→ TASK TO CARRY OUT: Copy out each line of the material exactly. Pictures do not belong in the copy.

→ DATA PROVIDED:

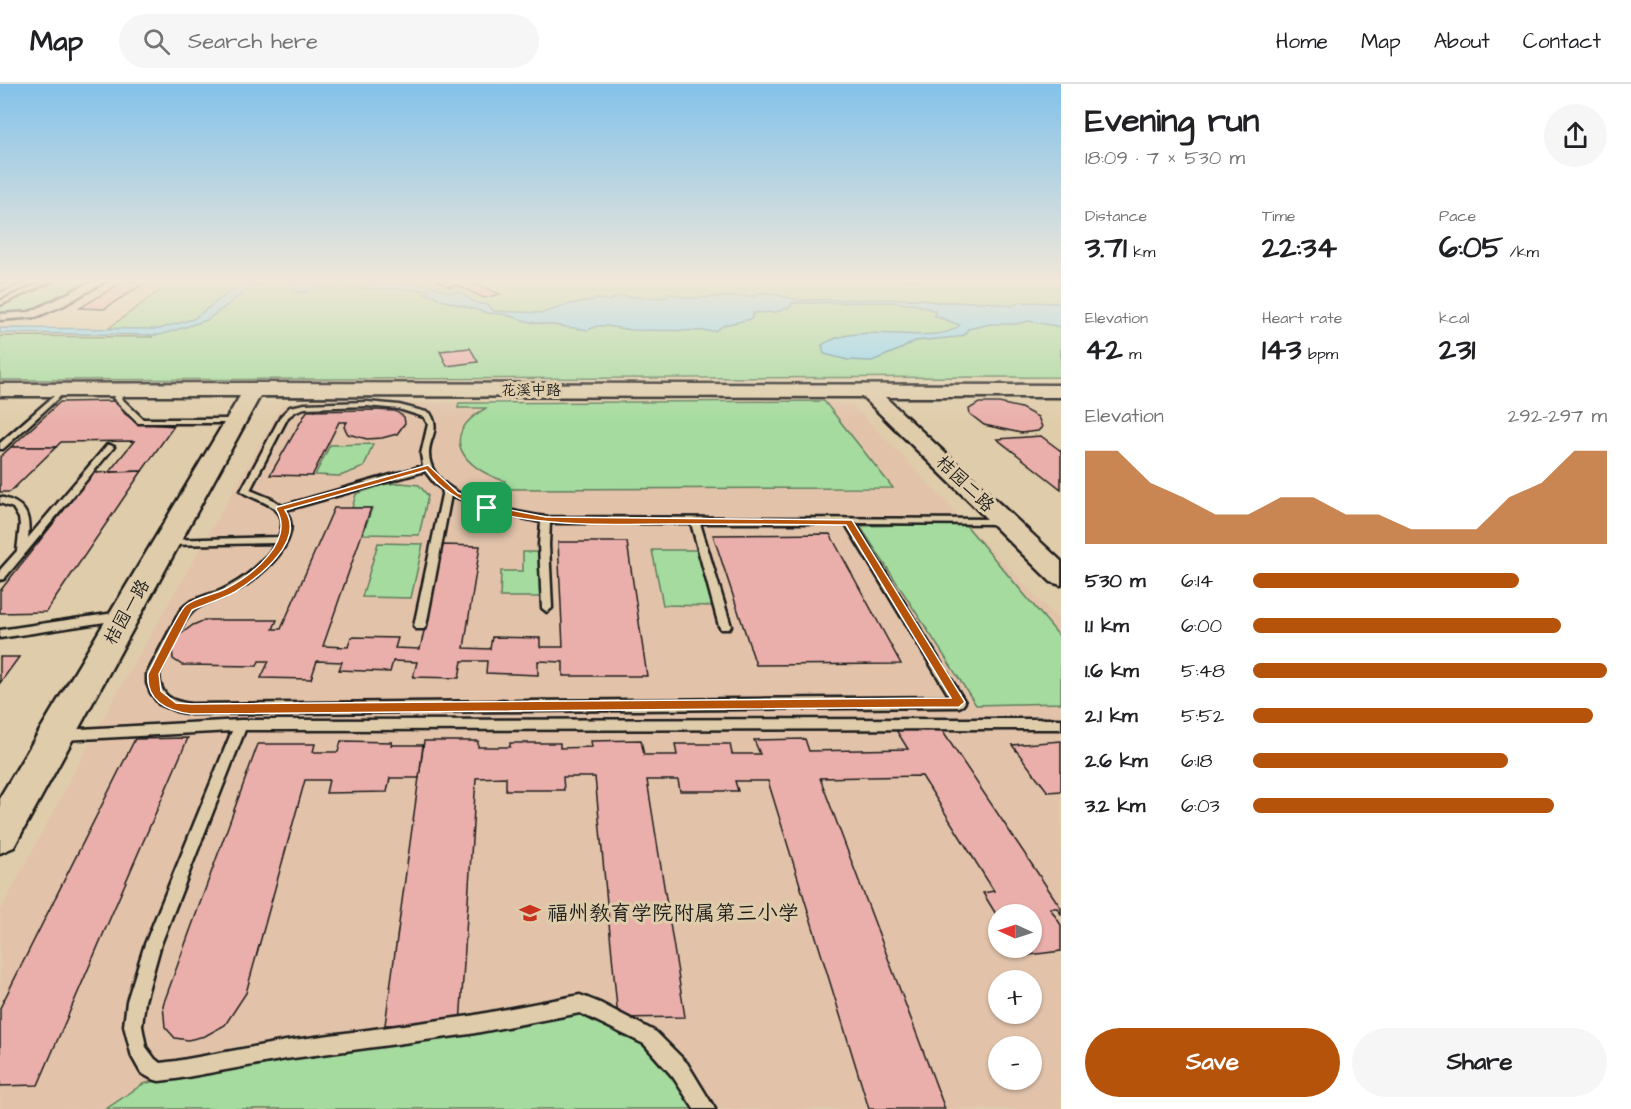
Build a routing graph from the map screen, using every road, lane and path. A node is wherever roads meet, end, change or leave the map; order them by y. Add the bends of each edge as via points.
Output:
1 (254, 389) junction
2 (0, 390) edge
3 (64, 390) junction
4 (122, 390) junction
5 (1061, 391) edge
6 (879, 392) junction
7 (235, 421) junction
8 (0, 447) edge
9 (110, 447) dead end
10 (428, 467) junction
11 (448, 489) junction
12 (0, 500) edge
13 (280, 509) junction
14 (546, 520) junction
15 (695, 521) junction
16 (1003, 521) junction
17 (849, 522) junction
18 (283, 540) junction
19 (166, 542) junction
20 (1061, 550) edge
21 (20, 553) junction
22 (1061, 576) edge
23 (0, 577) edge
24 (547, 608) dead end
25 (125, 615) junction
26 (420, 626) dead end
27 (725, 626) dead end
28 (0, 634) edge
29 (1061, 724) edge
30 (241, 725) junction
31 (56, 735) junction
32 (8, 806) edge
33 (0, 834) edge
34 (705, 1109) edge

1 - 4 street, 花溪中路
1 - 6 street, 花溪中路
1 - 7 street, 桔园一路
2 - 3 street, 花溪中路
3 - 4 street, 花溪中路
3 - 8 lane
4 - 7 lane via 117,398 141,421
5 - 6 street, 花溪中路
6 - 16 street, 桔园二路
6 - 20 street, 桔园二路
7 - 19 street, 桔园一路
9 - 21 lane
10 - 11 lane
10 - 13 lane
10 - 13 lane via 425,448 431,419 419,411 392,406 299,407 285,416 245,491 266,498
11 - 14 lane via 487,508
11 - 26 lane
12 - 21 lane via 19,506 22,512 25,532
13 - 18 lane via 287,528
14 - 15 lane
14 - 24 lane
15 - 17 lane
15 - 27 lane
16 - 17 lane
16 - 22 street, 桔园二路
17 - 18 lane via 959,702 191,709 165,702 156,694 153,674 188,608 248,579 270,559
18 - 19 lane
19 - 25 street, 桔园一路
21 - 23 lane
25 - 28 lane
25 - 31 street, 桔园一路
29 - 30 lane
30 - 31 lane
30 - 34 lane via 153,944 139,991 133,1026 138,1051 148,1066 159,1072 176,1070 580,1004 650,1038 680,1070
31 - 32 street, 桔园一路
32 - 33 street, 桔园一路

→ RESULT OF THE TASK:
Build a routing graph from the map screen, using every road, lane and path. A node is wherever roads meet, end, change or leave the map; order them by y. Add the bends of each edge as via points.
Output:
1 (254, 389) junction
2 (0, 390) edge
3 (64, 390) junction
4 (122, 390) junction
5 (1061, 391) edge
6 (879, 392) junction
7 (235, 421) junction
8 (0, 447) edge
9 (110, 447) dead end
10 (428, 467) junction
11 (448, 489) junction
12 (0, 500) edge
13 (280, 509) junction
14 (546, 520) junction
15 (695, 521) junction
16 (1003, 521) junction
17 (849, 522) junction
18 (283, 540) junction
19 (166, 542) junction
20 (1061, 550) edge
21 (20, 553) junction
22 (1061, 576) edge
23 (0, 577) edge
24 (547, 608) dead end
25 (125, 615) junction
26 (420, 626) dead end
27 (725, 626) dead end
28 (0, 634) edge
29 (1061, 724) edge
30 (241, 725) junction
31 (56, 735) junction
32 (8, 806) edge
33 (0, 834) edge
34 (705, 1109) edge

1 - 4 street, 花溪中路
1 - 6 street, 花溪中路
1 - 7 street, 桔园一路
2 - 3 street, 花溪中路
3 - 4 street, 花溪中路
3 - 8 lane
4 - 7 lane via 117,398 141,421
5 - 6 street, 花溪中路
6 - 16 street, 桔园二路
6 - 20 street, 桔园二路
7 - 19 street, 桔园一路
9 - 21 lane
10 - 11 lane
10 - 13 lane
10 - 13 lane via 425,448 431,419 419,411 392,406 299,407 285,416 245,491 266,498
11 - 14 lane via 487,508
11 - 26 lane
12 - 21 lane via 19,506 22,512 25,532
13 - 18 lane via 287,528
14 - 15 lane
14 - 24 lane
15 - 17 lane
15 - 27 lane
16 - 17 lane
16 - 22 street, 桔园二路
17 - 18 lane via 959,702 191,709 165,702 156,694 153,674 188,608 248,579 270,559
18 - 19 lane
19 - 25 street, 桔园一路
21 - 23 lane
25 - 28 lane
25 - 31 street, 桔园一路
29 - 30 lane
30 - 31 lane
30 - 34 lane via 153,944 139,991 133,1026 138,1051 148,1066 159,1072 176,1070 580,1004 650,1038 680,1070
31 - 32 street, 桔园一路
32 - 33 street, 桔园一路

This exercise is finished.